Listed entries:
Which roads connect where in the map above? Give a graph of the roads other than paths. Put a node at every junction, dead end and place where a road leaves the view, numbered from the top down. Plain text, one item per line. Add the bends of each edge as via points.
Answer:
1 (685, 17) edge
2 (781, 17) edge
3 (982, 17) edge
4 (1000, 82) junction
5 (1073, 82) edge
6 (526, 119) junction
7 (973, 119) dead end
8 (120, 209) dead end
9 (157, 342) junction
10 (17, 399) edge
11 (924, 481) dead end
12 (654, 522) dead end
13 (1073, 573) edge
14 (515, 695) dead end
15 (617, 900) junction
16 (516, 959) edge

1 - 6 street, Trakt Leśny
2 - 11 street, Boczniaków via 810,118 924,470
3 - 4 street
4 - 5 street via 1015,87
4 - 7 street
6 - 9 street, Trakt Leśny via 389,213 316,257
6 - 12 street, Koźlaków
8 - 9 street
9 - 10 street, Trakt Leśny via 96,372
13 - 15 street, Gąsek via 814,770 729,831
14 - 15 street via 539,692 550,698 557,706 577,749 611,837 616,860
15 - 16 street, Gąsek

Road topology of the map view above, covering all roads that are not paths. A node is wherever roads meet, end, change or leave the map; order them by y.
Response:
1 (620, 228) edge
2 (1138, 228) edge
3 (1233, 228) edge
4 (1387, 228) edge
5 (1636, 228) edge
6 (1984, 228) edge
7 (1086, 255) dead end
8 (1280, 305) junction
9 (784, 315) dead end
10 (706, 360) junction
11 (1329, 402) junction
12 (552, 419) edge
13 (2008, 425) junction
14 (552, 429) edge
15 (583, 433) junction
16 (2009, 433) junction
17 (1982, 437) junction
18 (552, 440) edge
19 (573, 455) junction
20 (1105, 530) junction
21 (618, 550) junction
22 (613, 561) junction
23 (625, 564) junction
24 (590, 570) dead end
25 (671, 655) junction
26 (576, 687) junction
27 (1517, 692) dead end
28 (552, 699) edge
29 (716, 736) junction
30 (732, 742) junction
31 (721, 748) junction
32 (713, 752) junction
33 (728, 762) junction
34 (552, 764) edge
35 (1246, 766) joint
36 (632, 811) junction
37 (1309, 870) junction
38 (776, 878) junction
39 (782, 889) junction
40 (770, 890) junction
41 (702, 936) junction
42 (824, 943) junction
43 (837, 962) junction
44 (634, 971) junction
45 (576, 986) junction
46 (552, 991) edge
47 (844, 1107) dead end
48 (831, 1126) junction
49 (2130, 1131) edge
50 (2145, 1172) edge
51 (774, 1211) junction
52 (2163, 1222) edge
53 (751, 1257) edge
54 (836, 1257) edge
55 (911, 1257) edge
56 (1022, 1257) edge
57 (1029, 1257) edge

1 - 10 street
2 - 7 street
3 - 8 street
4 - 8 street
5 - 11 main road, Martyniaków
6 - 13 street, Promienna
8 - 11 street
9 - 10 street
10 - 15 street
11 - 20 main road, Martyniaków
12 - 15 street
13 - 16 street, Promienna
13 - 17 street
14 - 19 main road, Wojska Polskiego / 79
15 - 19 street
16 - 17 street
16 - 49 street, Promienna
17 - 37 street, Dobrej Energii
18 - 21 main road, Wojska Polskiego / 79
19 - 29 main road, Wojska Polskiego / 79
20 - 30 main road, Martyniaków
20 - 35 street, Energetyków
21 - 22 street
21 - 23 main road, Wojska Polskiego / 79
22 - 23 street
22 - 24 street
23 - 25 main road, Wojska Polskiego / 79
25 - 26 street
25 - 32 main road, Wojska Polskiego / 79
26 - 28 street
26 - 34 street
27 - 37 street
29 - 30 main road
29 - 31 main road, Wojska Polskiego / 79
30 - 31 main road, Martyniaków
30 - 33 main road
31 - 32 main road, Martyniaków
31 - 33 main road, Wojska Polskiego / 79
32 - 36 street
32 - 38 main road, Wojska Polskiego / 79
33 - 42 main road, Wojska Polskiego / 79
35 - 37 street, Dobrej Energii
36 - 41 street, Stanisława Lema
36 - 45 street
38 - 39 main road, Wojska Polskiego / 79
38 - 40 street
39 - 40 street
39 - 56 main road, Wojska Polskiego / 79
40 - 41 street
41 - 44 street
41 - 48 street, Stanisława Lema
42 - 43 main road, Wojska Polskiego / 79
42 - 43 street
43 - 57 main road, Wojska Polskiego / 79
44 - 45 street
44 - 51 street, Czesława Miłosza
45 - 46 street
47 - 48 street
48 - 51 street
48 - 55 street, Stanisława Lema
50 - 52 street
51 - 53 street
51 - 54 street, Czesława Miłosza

Exercise brief:
If a line in the records above contains the string "Martyniaków", copy that line out.

Exercise response:
5 - 11 main road, Martyniaków
11 - 20 main road, Martyniaków
20 - 30 main road, Martyniaków
30 - 31 main road, Martyniaków
31 - 32 main road, Martyniaków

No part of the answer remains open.